> **WHAT THIS TASK INVOLVES**: Where in the records does the word "Zorkun" appear? Copy each line that holds it.

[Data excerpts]

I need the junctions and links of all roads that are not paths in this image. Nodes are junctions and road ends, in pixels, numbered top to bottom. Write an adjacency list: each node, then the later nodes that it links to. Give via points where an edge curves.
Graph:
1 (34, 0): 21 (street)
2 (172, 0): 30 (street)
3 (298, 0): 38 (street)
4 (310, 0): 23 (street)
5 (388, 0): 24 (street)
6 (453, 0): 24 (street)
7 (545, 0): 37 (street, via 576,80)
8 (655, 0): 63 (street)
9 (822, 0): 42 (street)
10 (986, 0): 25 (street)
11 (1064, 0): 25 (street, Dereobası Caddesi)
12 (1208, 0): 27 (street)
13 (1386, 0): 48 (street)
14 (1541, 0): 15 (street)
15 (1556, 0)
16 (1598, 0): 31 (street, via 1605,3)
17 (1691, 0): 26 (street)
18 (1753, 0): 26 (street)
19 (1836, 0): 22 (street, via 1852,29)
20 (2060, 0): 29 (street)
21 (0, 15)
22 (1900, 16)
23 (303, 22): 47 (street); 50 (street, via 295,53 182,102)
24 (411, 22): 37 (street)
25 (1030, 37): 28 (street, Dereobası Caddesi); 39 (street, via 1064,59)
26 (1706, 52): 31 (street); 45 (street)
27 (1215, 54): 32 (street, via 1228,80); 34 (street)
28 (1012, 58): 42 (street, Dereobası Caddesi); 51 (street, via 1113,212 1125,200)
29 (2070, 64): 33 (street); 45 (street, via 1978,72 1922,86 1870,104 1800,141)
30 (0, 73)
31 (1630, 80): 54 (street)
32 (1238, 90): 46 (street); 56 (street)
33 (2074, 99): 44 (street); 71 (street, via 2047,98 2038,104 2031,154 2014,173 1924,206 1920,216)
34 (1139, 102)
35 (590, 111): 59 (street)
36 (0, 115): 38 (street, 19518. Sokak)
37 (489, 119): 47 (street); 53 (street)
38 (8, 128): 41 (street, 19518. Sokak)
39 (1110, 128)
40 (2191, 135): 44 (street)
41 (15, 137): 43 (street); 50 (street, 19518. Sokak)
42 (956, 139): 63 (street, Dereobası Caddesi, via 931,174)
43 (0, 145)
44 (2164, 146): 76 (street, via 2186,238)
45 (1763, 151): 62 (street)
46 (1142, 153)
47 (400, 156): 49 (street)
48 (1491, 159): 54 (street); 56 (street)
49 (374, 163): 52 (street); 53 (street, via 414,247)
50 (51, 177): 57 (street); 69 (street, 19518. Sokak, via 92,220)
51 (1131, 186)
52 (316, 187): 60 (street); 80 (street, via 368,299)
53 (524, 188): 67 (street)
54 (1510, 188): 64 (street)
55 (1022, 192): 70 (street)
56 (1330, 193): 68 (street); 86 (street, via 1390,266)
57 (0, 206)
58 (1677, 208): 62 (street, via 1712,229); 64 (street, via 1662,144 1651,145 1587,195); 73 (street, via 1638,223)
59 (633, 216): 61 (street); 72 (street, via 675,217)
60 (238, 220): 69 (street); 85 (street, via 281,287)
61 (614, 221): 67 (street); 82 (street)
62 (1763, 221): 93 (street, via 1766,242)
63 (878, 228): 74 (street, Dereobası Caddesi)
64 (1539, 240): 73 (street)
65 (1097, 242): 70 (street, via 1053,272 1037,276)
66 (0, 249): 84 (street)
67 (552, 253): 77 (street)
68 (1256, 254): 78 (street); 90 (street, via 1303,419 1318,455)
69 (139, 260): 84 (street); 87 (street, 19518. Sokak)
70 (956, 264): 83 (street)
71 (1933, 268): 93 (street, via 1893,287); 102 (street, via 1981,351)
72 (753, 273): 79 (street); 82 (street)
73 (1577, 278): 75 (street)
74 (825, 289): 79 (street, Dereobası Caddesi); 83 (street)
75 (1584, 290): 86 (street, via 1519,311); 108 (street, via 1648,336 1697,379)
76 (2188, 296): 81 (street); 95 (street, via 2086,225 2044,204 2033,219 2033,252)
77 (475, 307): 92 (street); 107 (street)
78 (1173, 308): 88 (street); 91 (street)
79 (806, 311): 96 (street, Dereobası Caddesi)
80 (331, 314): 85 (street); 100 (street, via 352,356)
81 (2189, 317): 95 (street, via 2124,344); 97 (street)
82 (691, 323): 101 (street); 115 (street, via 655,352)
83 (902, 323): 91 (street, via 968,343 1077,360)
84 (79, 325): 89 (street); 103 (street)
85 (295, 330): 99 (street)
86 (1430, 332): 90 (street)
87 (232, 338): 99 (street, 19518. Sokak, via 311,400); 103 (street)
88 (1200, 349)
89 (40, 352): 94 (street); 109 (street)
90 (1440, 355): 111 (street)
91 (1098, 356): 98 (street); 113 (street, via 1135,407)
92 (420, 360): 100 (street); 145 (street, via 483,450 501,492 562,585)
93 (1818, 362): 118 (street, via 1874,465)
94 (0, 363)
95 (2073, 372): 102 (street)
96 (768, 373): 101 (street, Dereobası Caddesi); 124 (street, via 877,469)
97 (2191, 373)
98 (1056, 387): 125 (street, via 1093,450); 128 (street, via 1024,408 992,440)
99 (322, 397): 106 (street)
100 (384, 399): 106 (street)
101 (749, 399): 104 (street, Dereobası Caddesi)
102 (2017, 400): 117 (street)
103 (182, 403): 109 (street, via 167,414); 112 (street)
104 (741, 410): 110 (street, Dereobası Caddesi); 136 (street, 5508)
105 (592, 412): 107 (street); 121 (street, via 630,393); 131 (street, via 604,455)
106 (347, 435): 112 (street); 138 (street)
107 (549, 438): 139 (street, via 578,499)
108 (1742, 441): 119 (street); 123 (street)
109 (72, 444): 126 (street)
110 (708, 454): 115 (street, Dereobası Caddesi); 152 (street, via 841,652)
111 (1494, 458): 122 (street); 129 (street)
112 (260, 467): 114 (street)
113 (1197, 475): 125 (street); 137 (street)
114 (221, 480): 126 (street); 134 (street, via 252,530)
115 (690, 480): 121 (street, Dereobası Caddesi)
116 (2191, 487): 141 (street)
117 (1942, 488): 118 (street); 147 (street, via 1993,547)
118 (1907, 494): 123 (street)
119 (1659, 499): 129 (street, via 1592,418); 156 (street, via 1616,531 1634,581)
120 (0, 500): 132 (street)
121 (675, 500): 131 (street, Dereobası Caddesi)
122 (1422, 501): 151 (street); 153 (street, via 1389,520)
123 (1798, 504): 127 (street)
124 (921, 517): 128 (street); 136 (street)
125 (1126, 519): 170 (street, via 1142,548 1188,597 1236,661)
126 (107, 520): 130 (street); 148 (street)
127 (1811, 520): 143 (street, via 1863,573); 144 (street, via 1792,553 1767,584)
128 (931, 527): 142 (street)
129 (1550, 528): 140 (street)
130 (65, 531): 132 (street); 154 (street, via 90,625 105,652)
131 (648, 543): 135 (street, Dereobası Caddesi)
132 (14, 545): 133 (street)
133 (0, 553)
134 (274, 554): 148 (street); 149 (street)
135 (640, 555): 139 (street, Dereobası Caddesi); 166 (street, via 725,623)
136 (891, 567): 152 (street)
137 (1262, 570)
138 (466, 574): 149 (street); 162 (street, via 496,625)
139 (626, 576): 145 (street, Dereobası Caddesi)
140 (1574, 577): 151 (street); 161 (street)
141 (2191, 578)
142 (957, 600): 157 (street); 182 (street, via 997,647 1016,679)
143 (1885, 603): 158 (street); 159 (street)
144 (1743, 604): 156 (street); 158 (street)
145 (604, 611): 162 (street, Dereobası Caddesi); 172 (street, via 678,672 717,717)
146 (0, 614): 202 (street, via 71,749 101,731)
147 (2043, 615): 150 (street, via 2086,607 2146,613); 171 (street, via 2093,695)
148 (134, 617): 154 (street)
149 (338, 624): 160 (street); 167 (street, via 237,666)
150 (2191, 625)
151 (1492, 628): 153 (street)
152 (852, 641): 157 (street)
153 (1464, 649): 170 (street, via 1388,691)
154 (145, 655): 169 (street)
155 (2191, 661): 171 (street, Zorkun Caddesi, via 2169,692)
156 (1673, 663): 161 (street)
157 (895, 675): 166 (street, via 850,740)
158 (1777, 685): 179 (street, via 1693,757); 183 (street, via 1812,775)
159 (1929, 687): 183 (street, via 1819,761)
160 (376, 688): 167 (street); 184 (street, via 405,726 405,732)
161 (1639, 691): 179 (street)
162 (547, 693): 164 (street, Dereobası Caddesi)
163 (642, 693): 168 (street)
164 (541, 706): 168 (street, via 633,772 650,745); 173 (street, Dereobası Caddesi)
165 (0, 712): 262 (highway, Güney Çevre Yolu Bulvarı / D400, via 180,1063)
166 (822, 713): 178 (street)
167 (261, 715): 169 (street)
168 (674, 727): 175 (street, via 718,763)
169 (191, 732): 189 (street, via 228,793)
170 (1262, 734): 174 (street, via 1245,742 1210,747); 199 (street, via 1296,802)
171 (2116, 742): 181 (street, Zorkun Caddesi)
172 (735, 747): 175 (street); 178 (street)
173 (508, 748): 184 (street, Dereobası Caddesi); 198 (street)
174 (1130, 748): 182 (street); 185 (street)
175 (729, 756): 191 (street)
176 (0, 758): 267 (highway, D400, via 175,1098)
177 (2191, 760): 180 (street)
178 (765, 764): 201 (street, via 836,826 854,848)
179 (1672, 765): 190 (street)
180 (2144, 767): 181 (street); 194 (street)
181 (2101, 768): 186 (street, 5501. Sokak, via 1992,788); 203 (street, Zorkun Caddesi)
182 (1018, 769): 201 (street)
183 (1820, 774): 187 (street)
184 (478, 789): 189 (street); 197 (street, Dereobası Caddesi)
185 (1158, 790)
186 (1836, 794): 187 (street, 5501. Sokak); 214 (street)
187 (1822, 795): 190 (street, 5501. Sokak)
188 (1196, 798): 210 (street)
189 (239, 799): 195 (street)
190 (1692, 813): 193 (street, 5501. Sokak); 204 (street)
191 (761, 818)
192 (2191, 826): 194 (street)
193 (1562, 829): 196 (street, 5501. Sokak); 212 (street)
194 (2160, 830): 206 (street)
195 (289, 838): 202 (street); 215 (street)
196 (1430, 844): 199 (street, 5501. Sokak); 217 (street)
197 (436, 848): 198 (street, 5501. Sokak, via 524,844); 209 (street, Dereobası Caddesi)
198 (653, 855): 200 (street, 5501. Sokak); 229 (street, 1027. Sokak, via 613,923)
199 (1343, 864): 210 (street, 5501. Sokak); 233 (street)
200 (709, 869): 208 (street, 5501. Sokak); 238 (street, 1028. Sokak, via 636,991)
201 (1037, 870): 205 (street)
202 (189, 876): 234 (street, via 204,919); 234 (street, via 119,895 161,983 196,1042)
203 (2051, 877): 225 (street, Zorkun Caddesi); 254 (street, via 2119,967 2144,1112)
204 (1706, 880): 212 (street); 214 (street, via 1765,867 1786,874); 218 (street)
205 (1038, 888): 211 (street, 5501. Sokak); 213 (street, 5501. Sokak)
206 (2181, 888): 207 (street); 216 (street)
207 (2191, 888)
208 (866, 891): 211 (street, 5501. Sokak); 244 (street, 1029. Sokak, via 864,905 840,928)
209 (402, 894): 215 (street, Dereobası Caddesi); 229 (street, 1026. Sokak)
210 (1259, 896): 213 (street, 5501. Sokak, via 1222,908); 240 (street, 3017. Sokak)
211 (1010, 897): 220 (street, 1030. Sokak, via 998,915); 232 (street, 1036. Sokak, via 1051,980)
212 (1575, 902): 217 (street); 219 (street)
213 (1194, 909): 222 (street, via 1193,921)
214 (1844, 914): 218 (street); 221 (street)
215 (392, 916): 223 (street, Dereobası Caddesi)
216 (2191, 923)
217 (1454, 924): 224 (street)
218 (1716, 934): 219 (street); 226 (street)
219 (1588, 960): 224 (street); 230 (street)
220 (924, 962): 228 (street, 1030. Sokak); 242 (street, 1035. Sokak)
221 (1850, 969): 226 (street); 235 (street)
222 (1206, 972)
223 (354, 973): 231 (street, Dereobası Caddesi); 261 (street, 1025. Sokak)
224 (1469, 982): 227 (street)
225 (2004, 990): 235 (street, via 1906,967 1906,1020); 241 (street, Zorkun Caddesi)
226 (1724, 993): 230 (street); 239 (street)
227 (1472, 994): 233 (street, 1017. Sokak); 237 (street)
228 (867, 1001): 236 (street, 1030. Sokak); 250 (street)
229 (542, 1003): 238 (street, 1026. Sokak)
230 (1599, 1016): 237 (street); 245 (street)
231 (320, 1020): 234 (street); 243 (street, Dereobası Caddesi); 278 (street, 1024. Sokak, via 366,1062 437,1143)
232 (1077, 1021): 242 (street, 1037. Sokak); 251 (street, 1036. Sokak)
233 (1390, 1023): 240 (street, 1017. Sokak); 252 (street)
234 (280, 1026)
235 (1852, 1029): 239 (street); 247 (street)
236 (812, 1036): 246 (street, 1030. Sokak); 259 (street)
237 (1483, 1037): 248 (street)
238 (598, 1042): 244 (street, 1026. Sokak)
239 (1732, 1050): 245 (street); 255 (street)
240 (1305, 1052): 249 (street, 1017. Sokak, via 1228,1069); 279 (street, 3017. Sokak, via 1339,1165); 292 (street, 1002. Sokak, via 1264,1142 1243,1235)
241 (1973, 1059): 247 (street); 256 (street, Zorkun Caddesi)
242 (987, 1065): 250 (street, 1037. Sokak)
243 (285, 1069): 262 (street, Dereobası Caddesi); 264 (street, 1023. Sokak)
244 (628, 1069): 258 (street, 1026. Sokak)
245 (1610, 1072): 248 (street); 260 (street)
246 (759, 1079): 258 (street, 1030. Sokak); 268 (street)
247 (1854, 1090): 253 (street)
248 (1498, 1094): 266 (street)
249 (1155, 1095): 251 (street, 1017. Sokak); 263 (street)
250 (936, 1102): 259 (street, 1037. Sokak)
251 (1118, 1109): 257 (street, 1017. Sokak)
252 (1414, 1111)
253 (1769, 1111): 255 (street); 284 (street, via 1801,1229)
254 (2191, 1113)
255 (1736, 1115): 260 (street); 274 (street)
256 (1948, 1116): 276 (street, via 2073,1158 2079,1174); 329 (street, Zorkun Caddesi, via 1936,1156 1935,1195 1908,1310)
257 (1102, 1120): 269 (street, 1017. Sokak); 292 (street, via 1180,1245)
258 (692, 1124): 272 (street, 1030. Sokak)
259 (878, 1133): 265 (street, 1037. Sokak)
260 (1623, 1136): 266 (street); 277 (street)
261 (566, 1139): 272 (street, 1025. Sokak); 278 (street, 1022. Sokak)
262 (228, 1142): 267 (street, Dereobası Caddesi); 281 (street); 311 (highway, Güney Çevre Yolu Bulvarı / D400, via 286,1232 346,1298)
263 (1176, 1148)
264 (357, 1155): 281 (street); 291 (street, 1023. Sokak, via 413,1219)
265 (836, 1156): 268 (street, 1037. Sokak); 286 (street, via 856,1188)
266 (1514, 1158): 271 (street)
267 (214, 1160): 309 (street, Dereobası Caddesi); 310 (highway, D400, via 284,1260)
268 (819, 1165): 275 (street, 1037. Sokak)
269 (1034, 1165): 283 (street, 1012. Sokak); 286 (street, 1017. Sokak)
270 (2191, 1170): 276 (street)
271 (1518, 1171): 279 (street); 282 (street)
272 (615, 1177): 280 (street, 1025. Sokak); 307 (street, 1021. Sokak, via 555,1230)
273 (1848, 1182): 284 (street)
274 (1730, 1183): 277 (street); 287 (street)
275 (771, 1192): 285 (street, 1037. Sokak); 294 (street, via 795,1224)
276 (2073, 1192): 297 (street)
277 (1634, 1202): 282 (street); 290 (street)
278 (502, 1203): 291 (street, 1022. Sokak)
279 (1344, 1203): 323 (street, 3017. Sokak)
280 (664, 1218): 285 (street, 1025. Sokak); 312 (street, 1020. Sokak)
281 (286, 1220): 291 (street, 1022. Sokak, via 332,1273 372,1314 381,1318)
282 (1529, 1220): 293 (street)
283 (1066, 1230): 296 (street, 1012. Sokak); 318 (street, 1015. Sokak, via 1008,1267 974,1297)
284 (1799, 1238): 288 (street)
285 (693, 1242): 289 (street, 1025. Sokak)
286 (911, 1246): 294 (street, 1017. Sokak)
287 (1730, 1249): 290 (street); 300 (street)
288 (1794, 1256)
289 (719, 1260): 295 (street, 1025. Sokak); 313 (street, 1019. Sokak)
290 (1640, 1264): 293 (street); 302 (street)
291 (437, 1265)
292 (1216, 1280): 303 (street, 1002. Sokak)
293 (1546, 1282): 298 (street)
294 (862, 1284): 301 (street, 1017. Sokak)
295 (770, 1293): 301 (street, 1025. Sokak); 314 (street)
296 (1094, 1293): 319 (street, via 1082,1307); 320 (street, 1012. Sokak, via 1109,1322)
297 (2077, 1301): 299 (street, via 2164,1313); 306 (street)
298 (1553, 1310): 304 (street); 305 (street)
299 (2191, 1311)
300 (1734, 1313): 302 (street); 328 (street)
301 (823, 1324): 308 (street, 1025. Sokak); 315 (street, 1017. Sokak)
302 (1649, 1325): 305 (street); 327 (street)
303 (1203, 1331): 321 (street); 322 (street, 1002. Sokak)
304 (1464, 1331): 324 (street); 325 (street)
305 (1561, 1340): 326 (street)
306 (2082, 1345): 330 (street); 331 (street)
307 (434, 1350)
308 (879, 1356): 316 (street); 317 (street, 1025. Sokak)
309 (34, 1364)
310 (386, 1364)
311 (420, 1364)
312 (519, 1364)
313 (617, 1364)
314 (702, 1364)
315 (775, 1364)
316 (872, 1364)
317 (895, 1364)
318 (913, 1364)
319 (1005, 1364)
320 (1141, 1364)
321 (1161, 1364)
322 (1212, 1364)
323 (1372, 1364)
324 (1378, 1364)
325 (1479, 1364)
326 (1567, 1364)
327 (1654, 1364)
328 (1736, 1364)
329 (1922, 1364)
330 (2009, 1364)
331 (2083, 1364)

> **EXERCISE RESPONSE**:
155 (2191, 661): 171 (street, Zorkun Caddesi, via 2169,692)
171 (2116, 742): 181 (street, Zorkun Caddesi)
181 (2101, 768): 186 (street, 5501. Sokak, via 1992,788); 203 (street, Zorkun Caddesi)
203 (2051, 877): 225 (street, Zorkun Caddesi); 254 (street, via 2119,967 2144,1112)
225 (2004, 990): 235 (street, via 1906,967 1906,1020); 241 (street, Zorkun Caddesi)
241 (1973, 1059): 247 (street); 256 (street, Zorkun Caddesi)
256 (1948, 1116): 276 (street, via 2073,1158 2079,1174); 329 (street, Zorkun Caddesi, via 1936,1156 1935,1195 1908,1310)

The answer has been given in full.